SPEAKER: So the goal is always to achieve negative margins when you perform a lumpectomy. And ideally, we'd like to achieve that on 100% of our patients each and every day. Unfortunately, nationally, across the country, it's been widely established that the need for a second operation to re-excise a margin happens about 15 to up to 50, or even more percent of the time. So it's not uncommon for a breast cancer patient have to go back for a second operation to re-excise a margin.
So in this study, we looked at the rates of reoperation and compared that from patients treated here at the Mayo Clinic with the national data set, which is available through the American College of Surgeons NSQIP program, which stands for the National Quality Surgical Improvement Project program. This is a program where many large centers across the country participate, and they track, not all cases performed at those centers, but a significant proportion of cases, and they look at reoperation rates, among many other quality factors.
Specifically, here the Mayo Clinic in Rochester, we have a unique opportunity in terms of care of our patients because our pathologists perform an intense evaluation of the margins of the lumpectomy cavity from the time of surgical resection. This provides us with a very low rate of having to reoperate in order to achieve negative margins for breast cancer surgery.

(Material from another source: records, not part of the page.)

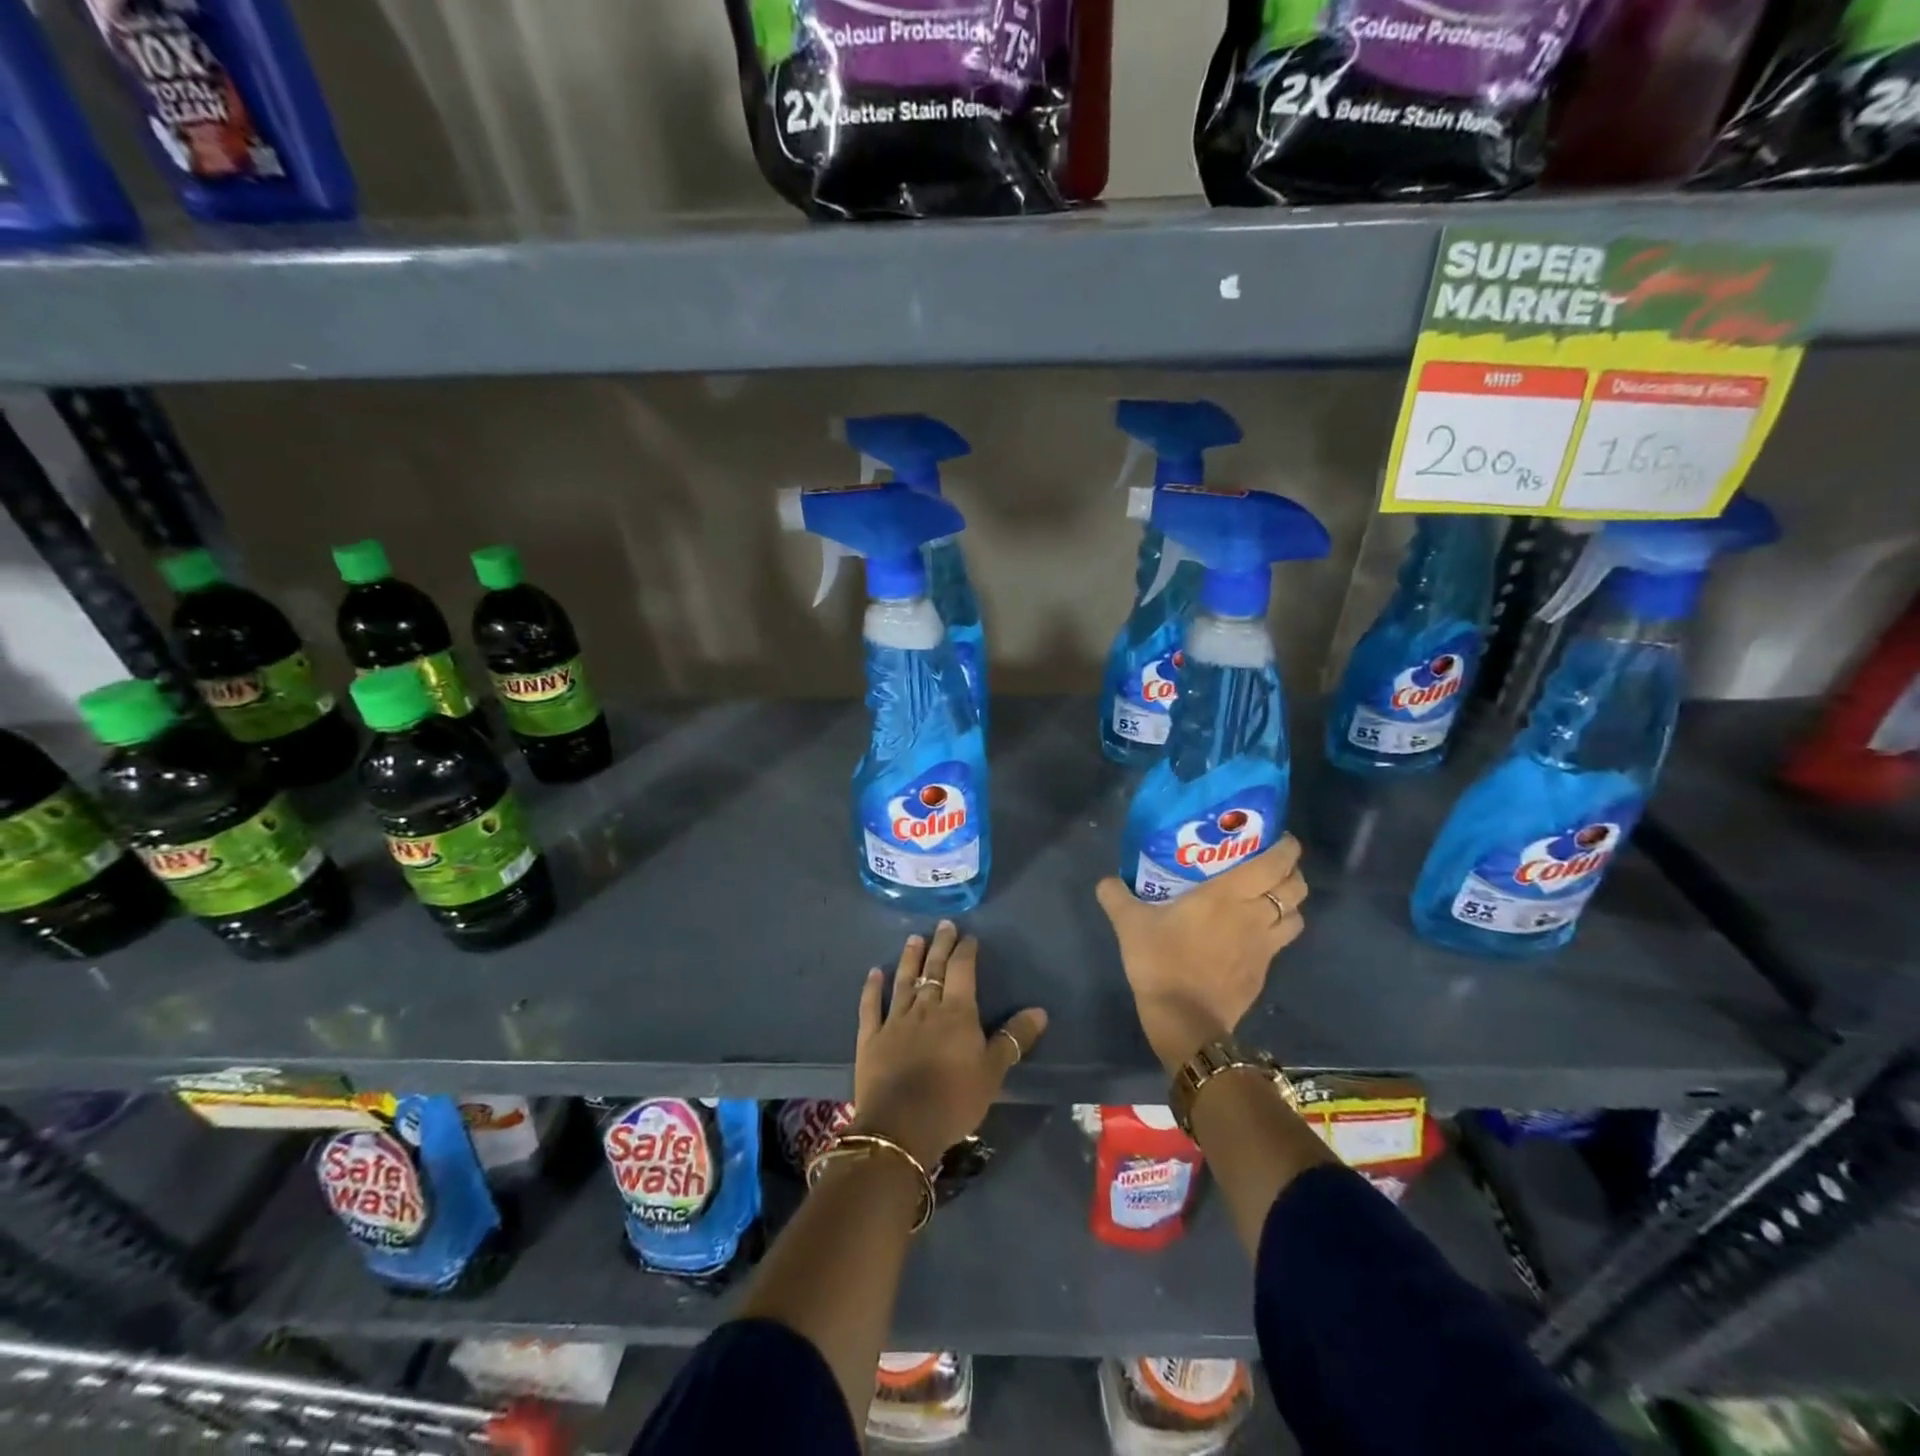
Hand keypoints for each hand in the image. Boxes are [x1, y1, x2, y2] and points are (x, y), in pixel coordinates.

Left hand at [851, 921, 1048, 1166]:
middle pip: (934, 969)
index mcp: (957, 1012)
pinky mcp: (871, 1037)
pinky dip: (872, 988)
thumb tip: (1040, 1011)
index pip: (962, 971)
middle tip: (943, 924)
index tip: (968, 936)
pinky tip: (874, 972)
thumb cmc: (954, 1099)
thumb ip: (1014, 1038)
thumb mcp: (993, 1072)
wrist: (902, 1126)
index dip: (966, 951)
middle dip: (940, 945)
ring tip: (914, 938)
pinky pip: (871, 1007)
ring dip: (910, 959)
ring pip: (904, 981)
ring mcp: (895, 1020)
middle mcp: (925, 1007)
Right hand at [1095, 835, 1308, 1073]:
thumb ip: (1116, 896)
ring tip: (1268, 898)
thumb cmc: (1161, 961)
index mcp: (1229, 894)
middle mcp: (1255, 914)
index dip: (1286, 847)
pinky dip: (1276, 932)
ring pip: (1296, 916)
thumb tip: (1105, 880)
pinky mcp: (1264, 971)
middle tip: (1270, 866)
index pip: (1276, 862)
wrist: (1184, 1019)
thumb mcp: (1129, 924)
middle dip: (1291, 872)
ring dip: (1289, 904)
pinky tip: (1253, 933)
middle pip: (1296, 887)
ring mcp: (1264, 946)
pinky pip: (1281, 942)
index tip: (1278, 838)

So knowing that that is our practice here at Mayo, we studied and compared the rates here at the Mayo Clinic Rochester with the national data set in the ACS NSQIP data set. What we found was that, in average, the reoperation rate in the national dataset was 13.2%, whereas the data in the Mayo Clinic Rochester data set was 3.6%. And so this was significantly lower, and in many ways, was what we were anticipating to find.
Since the frozen section is really specific for looking at reoperations for lumpectomy for cancer, we did a comparison also to look at lumpectomies performed for benign indications, and also mastectomies, where margin control is less of a issue. And we saw that our rates were not significantly different between that seen at Mayo Clinic Rochester and that in the national data set. So this was kind of a control comparison to make sure that the difference was likely due to the oncological control of the operation, since the ACS NQIP data really just looks at reoperation, which also could include things such as hematoma, placement of a portacath, additional operations that a cancer patient may require in the 30 days after their procedure.
This intense pathological evaluation with the use of frozen section of the margins while the patient is asleep really drops down that re-excision rate. So here a Mayo Clinic Rochester, we're actually only taking back around 3% to 5% of our patients for real excision of positive margins, and not the 15% to 50% that can be seen at other places. So being able to achieve negative margins at one operation has a huge impact, not only on the patient's satisfaction, but also in terms of time away from work, time traveling back and forth to hospital appointments.
And then also, just the financial cost, both to the patient, the insurance company, and the hospital, for a second operation because each second operation has another anesthetic cost, another surgeon cost, time away from the family and work. And the recovery from a second operation and the second anesthetic. So on many levels, this is a cost saving, both for the patient, for the hospital, and both for society.